I need all the entries repeated exactly as written.
[Start of Attachment]
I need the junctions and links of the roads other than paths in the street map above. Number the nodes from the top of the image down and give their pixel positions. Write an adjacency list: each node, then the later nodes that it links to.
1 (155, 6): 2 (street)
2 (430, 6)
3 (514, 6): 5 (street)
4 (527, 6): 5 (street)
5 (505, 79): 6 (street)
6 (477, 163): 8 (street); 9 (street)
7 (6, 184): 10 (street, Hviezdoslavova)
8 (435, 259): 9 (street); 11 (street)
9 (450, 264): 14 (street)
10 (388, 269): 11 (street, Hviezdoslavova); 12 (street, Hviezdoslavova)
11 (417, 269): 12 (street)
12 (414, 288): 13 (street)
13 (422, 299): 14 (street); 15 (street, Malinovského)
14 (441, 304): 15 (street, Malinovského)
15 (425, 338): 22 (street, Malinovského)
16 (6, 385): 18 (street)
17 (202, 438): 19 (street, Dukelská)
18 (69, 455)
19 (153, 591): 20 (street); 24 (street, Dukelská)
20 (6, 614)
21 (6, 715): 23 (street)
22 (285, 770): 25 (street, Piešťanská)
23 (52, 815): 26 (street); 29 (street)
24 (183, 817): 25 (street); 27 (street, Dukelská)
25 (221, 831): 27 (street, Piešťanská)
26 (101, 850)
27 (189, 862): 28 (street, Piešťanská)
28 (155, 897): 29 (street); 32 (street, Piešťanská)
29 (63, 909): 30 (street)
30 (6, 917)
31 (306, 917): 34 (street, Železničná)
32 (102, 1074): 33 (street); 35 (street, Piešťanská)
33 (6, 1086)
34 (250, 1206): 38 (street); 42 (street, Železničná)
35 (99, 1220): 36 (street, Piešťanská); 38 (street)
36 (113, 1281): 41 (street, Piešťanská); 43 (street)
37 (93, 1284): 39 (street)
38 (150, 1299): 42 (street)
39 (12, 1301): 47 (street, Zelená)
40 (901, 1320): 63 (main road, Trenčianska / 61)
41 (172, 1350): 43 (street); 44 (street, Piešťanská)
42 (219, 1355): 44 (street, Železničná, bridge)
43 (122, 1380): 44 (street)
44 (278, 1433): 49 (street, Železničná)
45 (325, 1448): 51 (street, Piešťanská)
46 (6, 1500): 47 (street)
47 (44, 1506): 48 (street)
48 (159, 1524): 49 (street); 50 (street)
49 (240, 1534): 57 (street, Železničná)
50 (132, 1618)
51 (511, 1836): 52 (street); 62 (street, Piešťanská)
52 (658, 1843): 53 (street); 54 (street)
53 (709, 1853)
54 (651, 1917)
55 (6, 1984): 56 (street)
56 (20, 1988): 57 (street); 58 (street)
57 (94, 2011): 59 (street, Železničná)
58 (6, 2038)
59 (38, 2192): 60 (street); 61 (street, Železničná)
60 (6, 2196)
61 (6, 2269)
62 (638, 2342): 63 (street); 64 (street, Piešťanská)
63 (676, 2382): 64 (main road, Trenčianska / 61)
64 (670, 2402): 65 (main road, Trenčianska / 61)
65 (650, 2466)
[End of Attachment]
▸ Solution to this problem
I need the junctions and links of the roads other than paths in the street map above. Number the nodes from the top of the image down and give their pixel positions. Write an adjacency list: each node, then the later nodes that it links to.
1 (155, 6): 2 (street)
2 (430, 6)
3 (514, 6): 5 (street)
4 (527, 6): 5 (street)
5 (505, 79): 6 (street)
6 (477, 163): 8 (street); 9 (street)
7 (6, 184): 10 (street, Hviezdoslavova)
8 (435, 259): 9 (street); 11 (street)
9 (450, 264): 14 (street)
10 (388, 269): 11 (street, Hviezdoslavova); 12 (street, Hviezdoslavova)
11 (417, 269): 12 (street)
12 (414, 288): 13 (street)
13 (422, 299): 14 (street); 15 (street, Malinovského)
14 (441, 304): 15 (street, Malinovského)
15 (425, 338): 22 (street, Malinovského)
16 (6, 385): 18 (street)
17 (202, 438): 19 (street, Dukelská)
18 (69, 455)
19 (153, 591): 20 (street); 24 (street, Dukelská)
20 (6, 614)
21 (6, 715): 23 (street)
22 (285, 770): 25 (street, Piešťanská)
23 (52, 815): 26 (street); 29 (street)
24 (183, 817): 25 (street); 27 (street, Dukelská)
25 (221, 831): 27 (street, Piešťanská)
26 (101, 850)
27 (189, 862): 28 (street, Piešťanská)
28 (155, 897): 29 (street); 32 (street, Piešťanská)
29 (63, 909): 30 (street)
30 (6, 917)
31 (306, 917): 34 (street, Železničná)
32 (102, 1074): 33 (street); 35 (street, Piešťanská)
33 (6, 1086)
34 (250, 1206): 38 (street); 42 (street, Železničná)
35 (99, 1220): 36 (street, Piešťanská); 38 (street)
36 (113, 1281): 41 (street, Piešťanská); 43 (street)
37 (93, 1284): 39 (street)
38 (150, 1299): 42 (street)
39 (12, 1301): 47 (street, Zelená)
40 (901, 1320): 63 (main road, Trenčianska / 61)
41 (172, 1350): 43 (street); 44 (street, Piešťanská)
42 (219, 1355): 44 (street, Železničná, bridge)
43 (122, 1380): 44 (street)
44 (278, 1433): 49 (street, Železničná)
45 (325, 1448): 51 (street, Piešťanská)
46 (6, 1500): 47 (street)
47 (44, 1506): 48 (street)
48 (159, 1524): 49 (street); 50 (street)
49 (240, 1534): 57 (street, Železničná)
50 (132, 1618)
51 (511, 1836): 52 (street); 62 (street, Piešťanská)
52 (658, 1843): 53 (street); 54 (street)
53 (709, 1853)
54 (651, 1917)
55 (6, 1984): 56 (street)
56 (20, 1988): 57 (street); 58 (street)
57 (94, 2011): 59 (street, Železničná)
58 (6, 2038)
59 (38, 2192): 60 (street); 61 (street, Železničná)
60 (6, 2196)
61 (6, 2269)
62 (638, 2342): 63 (street); 64 (street, Piešťanská)
63 (676, 2382): 64 (main road, Trenčianska / 61)
64 (670, 2402): 65 (main road, Trenčianska / 61)
65 (650, 2466)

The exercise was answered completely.